Aufwühlendes Flüchtlingsdrama, das einen Perspektivwechsel vollzieht und einen vierjährigen Jungen und seinen Vater vor einem Bürgerkrieg in Schweden Richtung Afrika fliehen lässt. Der konsequent aus kindlicher Sichtweise erzählte Film besticht mit poetischer Gestaltung, verliert sich aber mitunter in formalen Experimenten.

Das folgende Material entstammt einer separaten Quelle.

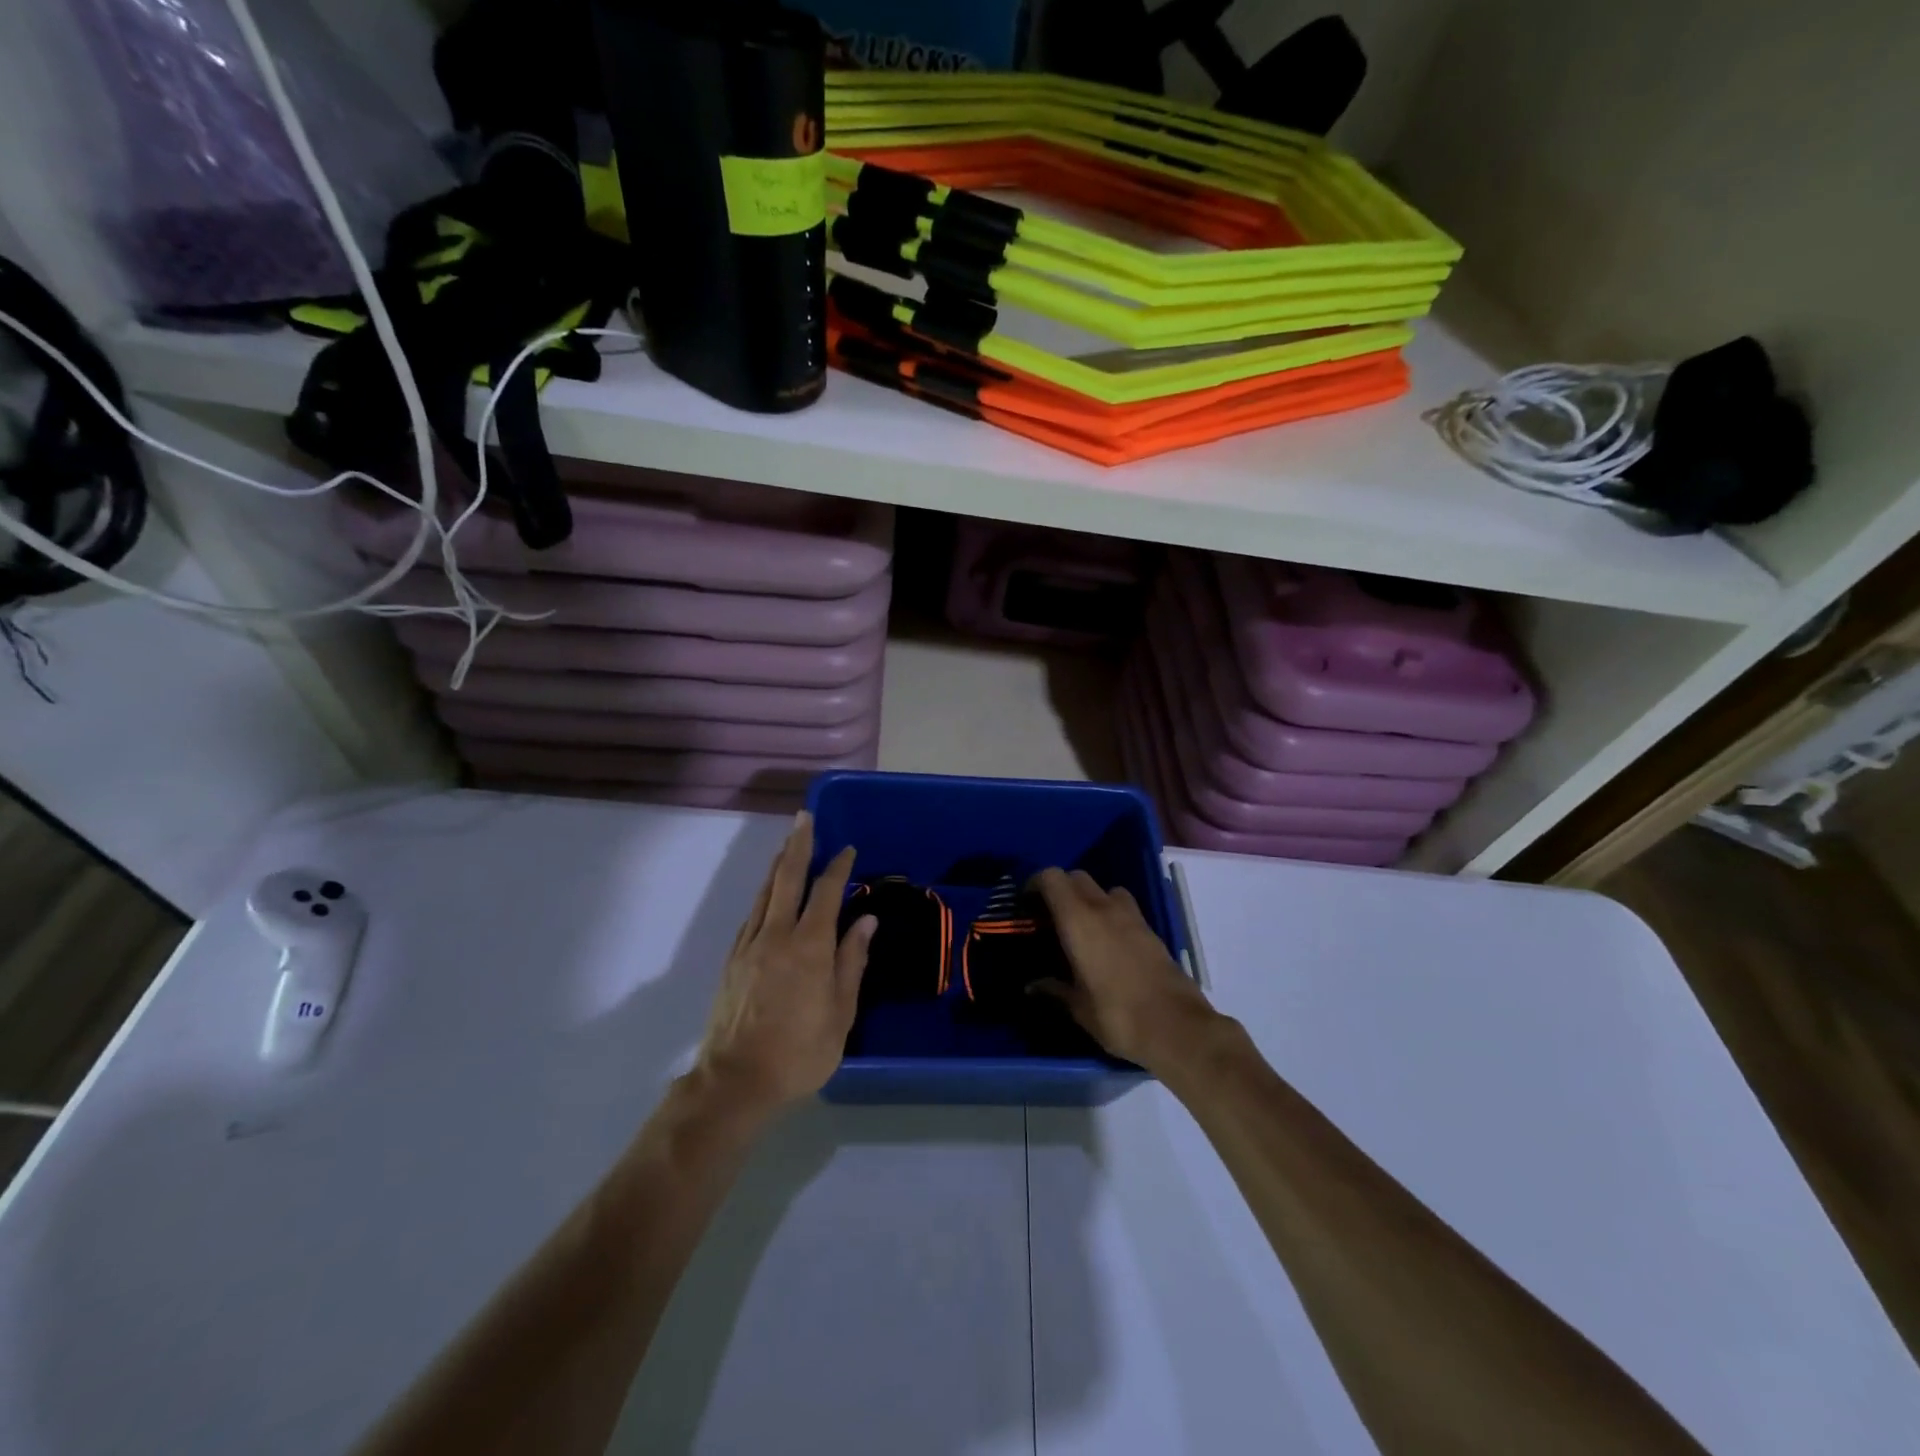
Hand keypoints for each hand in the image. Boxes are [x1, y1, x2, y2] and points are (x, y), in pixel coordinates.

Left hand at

Ein Schlauchboot, irgendwo mitten im Meer. Randvoll mit Frauen, kleinen Kindern, Männern. „Schneid’ das Boot auf“, brüllt einer. Und als der, der das Messer in der Hand hält, sich nicht traut, macht er es selbst. Würde sie denn sonst jemand retten? Kurz darauf treiben sie mit ihren Schwimmwesten in der See. Kein Schiff ist in Sicht. Das Wasser kalt. Es wird dunkel. Ein kleiner Junge ruft verzweifelt nach seinem Vater. Die Kamera schwappt entlang der Wasseroberfläche auf und ab, versinkt zwischendurch immer wieder im Trüben, droht ganz unterzugehen. Ein schneidender, albtraumhaft nachhallender Ton unterstreicht die quälende, klaustrophobische Lage. Es sind beeindruckende, beängstigende Aufnahmen voller dunkler poetischer Kraft, die sich leitmotivisch durch den gesamten Film ziehen und dessen Thema sofort mit einem einzigen unerbittlichen Handstreich offenlegen: Flucht.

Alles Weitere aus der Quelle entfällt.